[Saved entries]
'''
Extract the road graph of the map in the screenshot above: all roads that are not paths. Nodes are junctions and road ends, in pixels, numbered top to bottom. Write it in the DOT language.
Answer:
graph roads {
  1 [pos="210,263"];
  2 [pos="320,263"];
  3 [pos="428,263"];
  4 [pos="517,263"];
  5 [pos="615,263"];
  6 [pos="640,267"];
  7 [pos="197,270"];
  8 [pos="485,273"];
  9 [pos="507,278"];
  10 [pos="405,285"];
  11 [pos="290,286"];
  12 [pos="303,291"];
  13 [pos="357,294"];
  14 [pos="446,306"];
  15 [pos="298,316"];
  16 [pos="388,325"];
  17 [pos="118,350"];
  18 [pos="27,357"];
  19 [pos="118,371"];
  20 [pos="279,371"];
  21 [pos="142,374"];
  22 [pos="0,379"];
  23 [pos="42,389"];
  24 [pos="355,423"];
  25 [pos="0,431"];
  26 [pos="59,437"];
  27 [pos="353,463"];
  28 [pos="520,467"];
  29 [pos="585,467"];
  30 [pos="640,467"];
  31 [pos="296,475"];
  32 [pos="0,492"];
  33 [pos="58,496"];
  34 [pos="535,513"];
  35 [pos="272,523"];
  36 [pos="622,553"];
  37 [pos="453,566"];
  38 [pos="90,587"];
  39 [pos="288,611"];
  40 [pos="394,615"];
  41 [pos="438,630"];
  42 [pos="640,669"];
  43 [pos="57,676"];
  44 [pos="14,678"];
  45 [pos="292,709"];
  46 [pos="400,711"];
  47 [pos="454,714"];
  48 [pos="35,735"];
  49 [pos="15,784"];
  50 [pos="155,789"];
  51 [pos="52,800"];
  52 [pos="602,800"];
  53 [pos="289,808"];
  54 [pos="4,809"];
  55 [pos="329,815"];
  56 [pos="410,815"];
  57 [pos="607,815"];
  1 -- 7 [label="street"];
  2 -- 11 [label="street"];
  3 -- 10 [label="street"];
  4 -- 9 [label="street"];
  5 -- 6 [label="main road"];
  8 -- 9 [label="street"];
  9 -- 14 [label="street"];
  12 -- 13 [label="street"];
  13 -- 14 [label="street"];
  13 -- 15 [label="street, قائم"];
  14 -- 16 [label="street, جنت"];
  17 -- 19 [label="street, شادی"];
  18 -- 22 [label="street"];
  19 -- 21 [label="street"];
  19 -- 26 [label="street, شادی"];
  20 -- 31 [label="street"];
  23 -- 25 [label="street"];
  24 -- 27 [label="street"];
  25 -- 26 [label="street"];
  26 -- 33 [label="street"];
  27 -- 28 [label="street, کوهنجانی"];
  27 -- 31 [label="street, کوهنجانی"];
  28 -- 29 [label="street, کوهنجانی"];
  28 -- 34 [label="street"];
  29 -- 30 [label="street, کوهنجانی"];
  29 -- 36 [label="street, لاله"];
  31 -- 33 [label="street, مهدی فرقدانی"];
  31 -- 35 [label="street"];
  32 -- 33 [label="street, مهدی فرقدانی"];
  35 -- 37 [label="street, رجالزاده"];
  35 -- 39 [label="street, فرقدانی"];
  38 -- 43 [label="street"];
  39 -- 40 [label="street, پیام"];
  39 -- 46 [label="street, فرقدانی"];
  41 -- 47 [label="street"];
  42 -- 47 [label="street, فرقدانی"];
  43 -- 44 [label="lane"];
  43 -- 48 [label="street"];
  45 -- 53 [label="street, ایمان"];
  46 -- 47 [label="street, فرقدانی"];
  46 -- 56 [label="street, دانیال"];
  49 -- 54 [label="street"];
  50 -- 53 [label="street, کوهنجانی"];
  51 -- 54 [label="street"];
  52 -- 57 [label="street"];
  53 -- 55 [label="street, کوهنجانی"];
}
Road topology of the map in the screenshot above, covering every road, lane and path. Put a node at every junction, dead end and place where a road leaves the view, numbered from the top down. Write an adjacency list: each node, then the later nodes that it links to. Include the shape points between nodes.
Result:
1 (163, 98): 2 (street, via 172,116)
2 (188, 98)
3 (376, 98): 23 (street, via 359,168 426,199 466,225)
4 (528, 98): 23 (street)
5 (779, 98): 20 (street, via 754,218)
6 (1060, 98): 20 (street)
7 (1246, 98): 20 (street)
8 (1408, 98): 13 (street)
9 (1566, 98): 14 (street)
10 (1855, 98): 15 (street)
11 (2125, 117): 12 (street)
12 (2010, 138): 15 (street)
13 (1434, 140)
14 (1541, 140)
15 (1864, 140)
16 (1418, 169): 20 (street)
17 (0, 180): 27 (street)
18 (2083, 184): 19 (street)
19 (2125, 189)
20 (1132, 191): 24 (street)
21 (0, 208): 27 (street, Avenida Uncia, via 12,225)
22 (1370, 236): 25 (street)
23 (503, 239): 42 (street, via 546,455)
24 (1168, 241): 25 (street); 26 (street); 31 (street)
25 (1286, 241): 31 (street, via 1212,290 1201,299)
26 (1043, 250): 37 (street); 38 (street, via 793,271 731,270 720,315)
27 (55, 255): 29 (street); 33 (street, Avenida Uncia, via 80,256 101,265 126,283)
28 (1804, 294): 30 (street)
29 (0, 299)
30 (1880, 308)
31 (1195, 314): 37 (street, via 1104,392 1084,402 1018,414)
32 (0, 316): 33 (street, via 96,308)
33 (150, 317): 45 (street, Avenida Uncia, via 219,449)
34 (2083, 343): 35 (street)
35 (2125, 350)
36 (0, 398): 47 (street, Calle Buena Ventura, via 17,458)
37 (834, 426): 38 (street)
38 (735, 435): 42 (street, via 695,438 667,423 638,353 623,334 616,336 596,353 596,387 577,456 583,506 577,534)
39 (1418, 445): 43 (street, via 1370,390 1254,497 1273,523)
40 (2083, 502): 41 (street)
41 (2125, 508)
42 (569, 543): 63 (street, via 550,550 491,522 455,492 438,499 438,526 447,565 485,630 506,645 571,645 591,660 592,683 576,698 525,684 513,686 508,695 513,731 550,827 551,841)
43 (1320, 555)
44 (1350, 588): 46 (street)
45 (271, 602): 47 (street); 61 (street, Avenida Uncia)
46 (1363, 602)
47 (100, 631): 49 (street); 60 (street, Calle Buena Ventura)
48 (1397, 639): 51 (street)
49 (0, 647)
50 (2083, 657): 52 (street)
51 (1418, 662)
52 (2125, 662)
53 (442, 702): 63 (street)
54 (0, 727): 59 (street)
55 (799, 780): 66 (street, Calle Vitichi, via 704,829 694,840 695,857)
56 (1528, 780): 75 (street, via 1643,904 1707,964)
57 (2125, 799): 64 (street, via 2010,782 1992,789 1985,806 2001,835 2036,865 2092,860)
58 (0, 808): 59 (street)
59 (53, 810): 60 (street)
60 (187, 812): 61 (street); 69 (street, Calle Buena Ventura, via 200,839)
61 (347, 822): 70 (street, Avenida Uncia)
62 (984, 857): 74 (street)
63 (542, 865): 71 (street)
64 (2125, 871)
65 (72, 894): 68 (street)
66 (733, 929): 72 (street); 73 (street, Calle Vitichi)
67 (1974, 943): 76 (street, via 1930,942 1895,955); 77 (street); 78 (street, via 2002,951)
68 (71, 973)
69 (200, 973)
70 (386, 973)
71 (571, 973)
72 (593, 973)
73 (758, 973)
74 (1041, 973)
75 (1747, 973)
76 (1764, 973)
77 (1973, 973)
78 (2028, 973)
'''
Exercise => Only the number is needed. Say how many lines of the entries contain "Uncia".

Response area => 5